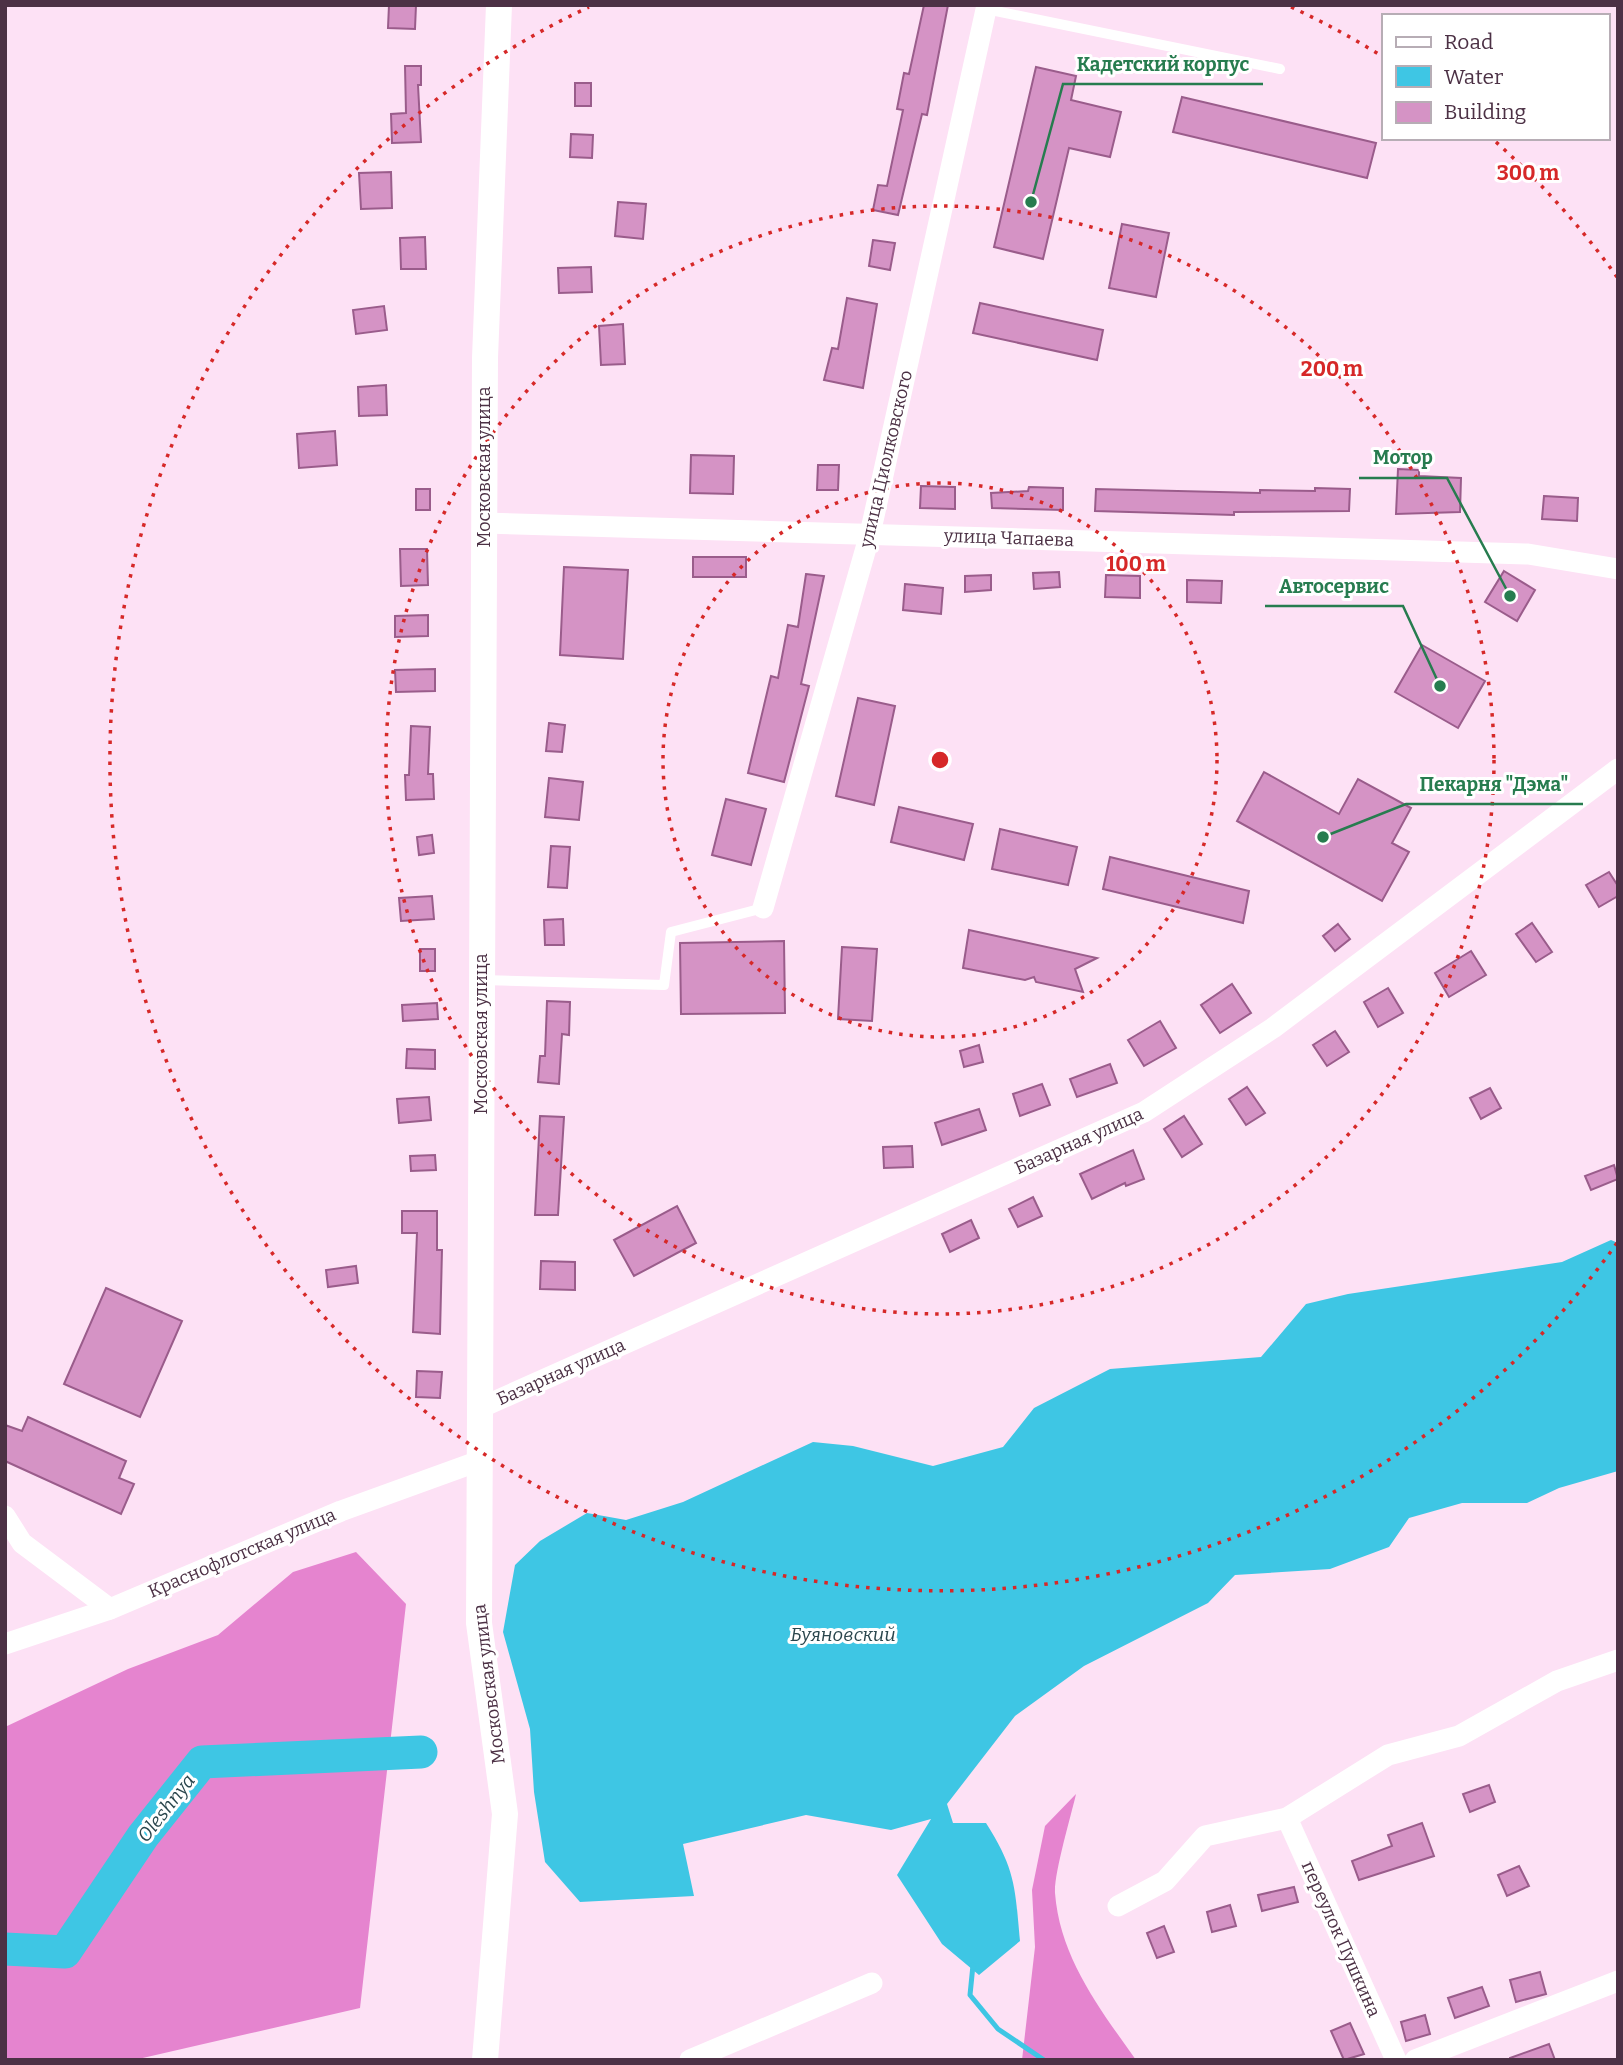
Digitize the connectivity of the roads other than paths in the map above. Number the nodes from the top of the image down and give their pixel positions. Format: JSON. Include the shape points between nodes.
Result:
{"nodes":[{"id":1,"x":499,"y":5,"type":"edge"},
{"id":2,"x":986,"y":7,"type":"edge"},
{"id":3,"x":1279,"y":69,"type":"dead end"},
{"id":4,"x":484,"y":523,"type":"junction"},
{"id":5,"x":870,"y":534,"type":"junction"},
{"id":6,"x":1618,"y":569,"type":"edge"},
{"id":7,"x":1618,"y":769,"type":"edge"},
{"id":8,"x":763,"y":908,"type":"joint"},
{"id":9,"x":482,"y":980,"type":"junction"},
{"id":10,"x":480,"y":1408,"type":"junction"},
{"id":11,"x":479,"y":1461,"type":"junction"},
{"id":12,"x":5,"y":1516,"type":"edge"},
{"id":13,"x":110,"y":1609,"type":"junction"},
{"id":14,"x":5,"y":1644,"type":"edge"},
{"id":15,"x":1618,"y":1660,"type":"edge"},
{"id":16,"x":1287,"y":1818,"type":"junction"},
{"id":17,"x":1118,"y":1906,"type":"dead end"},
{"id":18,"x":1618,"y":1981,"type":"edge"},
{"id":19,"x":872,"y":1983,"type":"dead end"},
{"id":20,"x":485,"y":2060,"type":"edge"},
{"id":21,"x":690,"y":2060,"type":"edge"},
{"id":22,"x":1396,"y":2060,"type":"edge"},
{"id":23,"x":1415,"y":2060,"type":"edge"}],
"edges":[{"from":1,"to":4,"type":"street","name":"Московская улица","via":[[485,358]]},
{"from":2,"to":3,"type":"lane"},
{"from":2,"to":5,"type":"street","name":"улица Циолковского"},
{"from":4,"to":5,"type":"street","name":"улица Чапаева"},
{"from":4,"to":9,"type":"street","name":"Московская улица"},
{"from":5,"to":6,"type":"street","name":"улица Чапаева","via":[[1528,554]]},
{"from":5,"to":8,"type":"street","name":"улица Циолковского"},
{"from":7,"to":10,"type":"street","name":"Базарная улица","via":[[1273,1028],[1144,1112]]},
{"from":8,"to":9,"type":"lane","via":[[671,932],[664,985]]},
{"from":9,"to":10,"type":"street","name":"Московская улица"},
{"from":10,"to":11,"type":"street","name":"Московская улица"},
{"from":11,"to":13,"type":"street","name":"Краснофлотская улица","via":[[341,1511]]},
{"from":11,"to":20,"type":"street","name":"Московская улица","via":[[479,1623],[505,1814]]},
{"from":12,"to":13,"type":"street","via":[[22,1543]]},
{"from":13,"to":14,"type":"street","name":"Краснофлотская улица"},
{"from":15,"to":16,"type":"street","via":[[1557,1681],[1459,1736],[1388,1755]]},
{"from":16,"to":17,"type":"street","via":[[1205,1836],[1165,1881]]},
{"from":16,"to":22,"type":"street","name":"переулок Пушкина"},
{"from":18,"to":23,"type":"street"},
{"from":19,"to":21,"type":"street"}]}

* * *

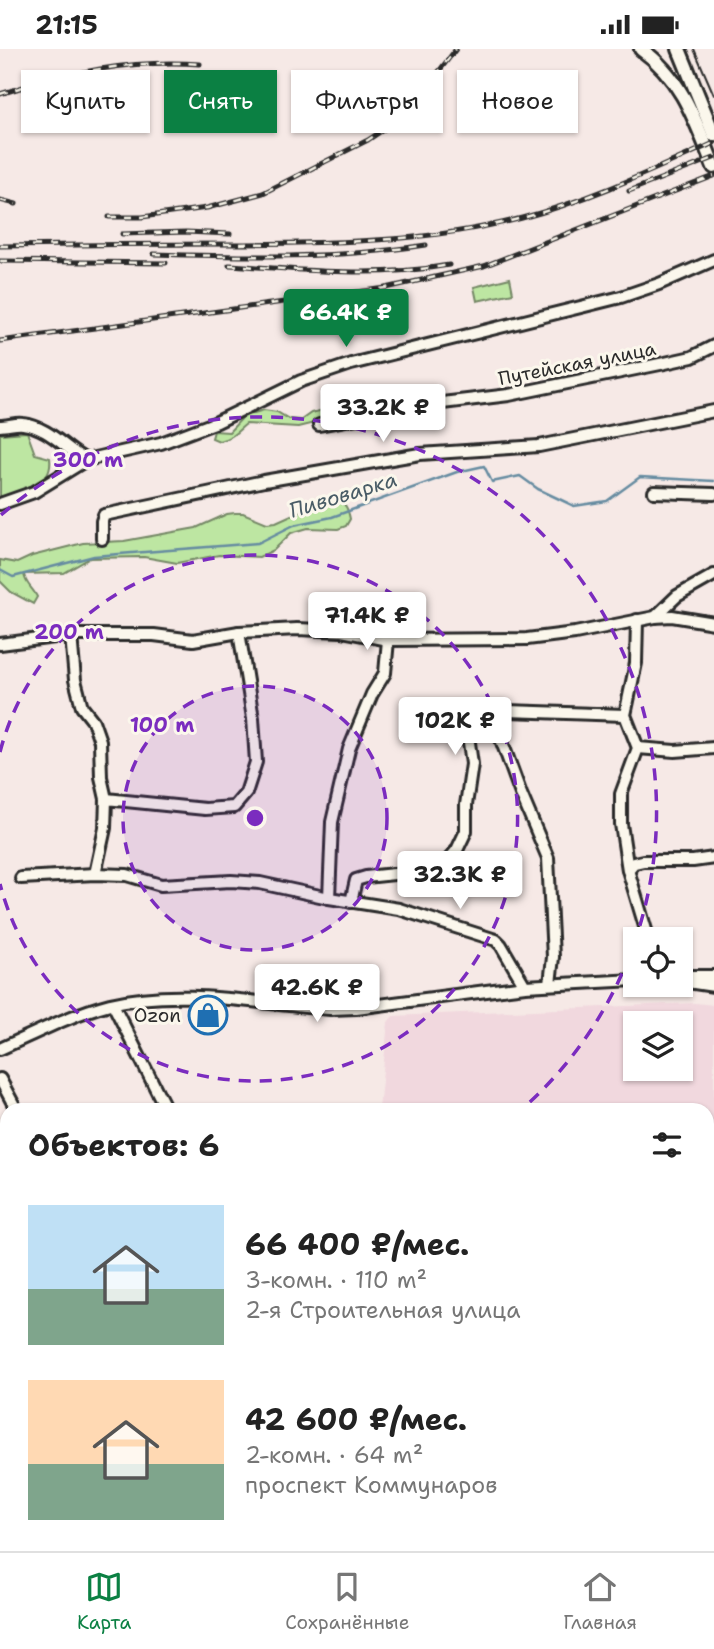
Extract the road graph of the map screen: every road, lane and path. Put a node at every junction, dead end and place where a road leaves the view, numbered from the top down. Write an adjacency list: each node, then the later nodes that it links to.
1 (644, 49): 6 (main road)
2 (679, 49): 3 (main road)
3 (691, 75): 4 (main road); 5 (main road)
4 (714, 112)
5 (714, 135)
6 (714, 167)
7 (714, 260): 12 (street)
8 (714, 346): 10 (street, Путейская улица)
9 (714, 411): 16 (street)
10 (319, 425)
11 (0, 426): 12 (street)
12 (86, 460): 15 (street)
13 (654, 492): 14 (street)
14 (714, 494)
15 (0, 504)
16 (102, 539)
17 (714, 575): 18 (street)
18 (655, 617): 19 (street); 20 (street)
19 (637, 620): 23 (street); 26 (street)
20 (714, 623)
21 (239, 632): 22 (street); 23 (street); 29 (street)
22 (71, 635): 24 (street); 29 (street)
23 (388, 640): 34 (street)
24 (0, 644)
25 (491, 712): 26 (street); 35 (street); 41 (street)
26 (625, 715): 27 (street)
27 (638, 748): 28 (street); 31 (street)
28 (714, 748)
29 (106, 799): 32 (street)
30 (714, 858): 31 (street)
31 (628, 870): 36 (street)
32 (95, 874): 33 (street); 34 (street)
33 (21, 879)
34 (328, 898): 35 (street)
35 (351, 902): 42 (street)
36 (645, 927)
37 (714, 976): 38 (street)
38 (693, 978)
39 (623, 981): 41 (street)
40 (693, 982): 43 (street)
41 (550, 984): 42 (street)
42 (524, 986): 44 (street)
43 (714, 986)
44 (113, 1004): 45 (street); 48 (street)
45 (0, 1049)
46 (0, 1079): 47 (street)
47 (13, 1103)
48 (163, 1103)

▶ Exercise goal
Look through the data above. Each line containing the word "Московская" needs to be copied.

▶ Task solution
"edges":[{"from":1,"to":4,"type":"street","name":"Московская улица","via":[[485,358]]},
{"from":4,"to":9,"type":"street","name":"Московская улица"},
{"from":9,"to":10,"type":"street","name":"Московская улица"},
{"from":10,"to":11,"type":"street","name":"Московская улица"},
{"from":11,"to":20,"type":"street","name":"Московская улица","via":[[479,1623],[505,1814]]},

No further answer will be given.